**SUPPLIED RECORDS**:
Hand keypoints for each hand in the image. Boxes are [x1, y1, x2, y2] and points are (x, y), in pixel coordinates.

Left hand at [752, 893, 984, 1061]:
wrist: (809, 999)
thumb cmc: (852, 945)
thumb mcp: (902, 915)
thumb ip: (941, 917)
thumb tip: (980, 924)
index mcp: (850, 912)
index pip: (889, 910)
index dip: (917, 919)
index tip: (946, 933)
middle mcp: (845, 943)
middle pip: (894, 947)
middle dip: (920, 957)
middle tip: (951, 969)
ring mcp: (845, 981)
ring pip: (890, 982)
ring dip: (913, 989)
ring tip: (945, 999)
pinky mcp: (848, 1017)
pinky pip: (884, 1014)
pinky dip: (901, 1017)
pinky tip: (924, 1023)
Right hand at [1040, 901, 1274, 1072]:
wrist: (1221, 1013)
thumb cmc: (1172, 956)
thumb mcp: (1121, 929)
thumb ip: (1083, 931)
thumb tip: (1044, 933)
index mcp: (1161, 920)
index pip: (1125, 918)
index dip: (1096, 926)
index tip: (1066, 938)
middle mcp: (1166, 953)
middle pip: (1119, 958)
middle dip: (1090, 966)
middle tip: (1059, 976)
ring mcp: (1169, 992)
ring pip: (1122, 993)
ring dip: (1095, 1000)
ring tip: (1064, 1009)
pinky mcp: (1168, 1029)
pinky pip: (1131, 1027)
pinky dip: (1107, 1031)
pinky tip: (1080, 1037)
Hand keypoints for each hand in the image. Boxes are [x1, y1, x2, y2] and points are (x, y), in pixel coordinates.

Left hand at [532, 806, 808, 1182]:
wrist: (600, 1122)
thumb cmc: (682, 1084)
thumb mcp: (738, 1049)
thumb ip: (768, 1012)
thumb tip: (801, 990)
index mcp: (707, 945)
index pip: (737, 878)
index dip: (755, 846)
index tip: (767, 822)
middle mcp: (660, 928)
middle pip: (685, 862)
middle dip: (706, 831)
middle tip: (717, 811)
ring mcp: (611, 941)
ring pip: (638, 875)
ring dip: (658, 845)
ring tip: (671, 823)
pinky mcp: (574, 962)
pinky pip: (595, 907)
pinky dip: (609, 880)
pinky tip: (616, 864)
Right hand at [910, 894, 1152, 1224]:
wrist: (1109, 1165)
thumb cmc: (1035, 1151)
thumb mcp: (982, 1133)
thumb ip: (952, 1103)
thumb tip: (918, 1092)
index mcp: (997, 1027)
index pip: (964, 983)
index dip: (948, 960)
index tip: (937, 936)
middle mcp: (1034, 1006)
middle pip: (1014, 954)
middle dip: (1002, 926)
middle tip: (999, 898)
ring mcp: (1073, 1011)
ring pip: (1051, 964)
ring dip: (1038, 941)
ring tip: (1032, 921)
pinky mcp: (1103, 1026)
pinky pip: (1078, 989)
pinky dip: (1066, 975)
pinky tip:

**DESCRIPTION OF THE TASK**:
Produce the lines from the top of the listing through the "index tip: (946, 933)" line exactly as they appear, with no additional output.

**FINAL ANSWER**:
Hand keypoints for each hand in the image. Boxes are [x1, y1, x2, y2] and points are (x, y), in pixel coordinates.

Left hand at [752, 893, 984, 1061]:
wrist: (809, 999)
thumb cmc: (852, 945)
thumb mcp: (902, 915)
thumb ip: (941, 917)
thumb tip: (980, 924)
index mcp: (850, 912)
index pip: (889, 910)
index dip: (917, 919)
index tip: (946, 933)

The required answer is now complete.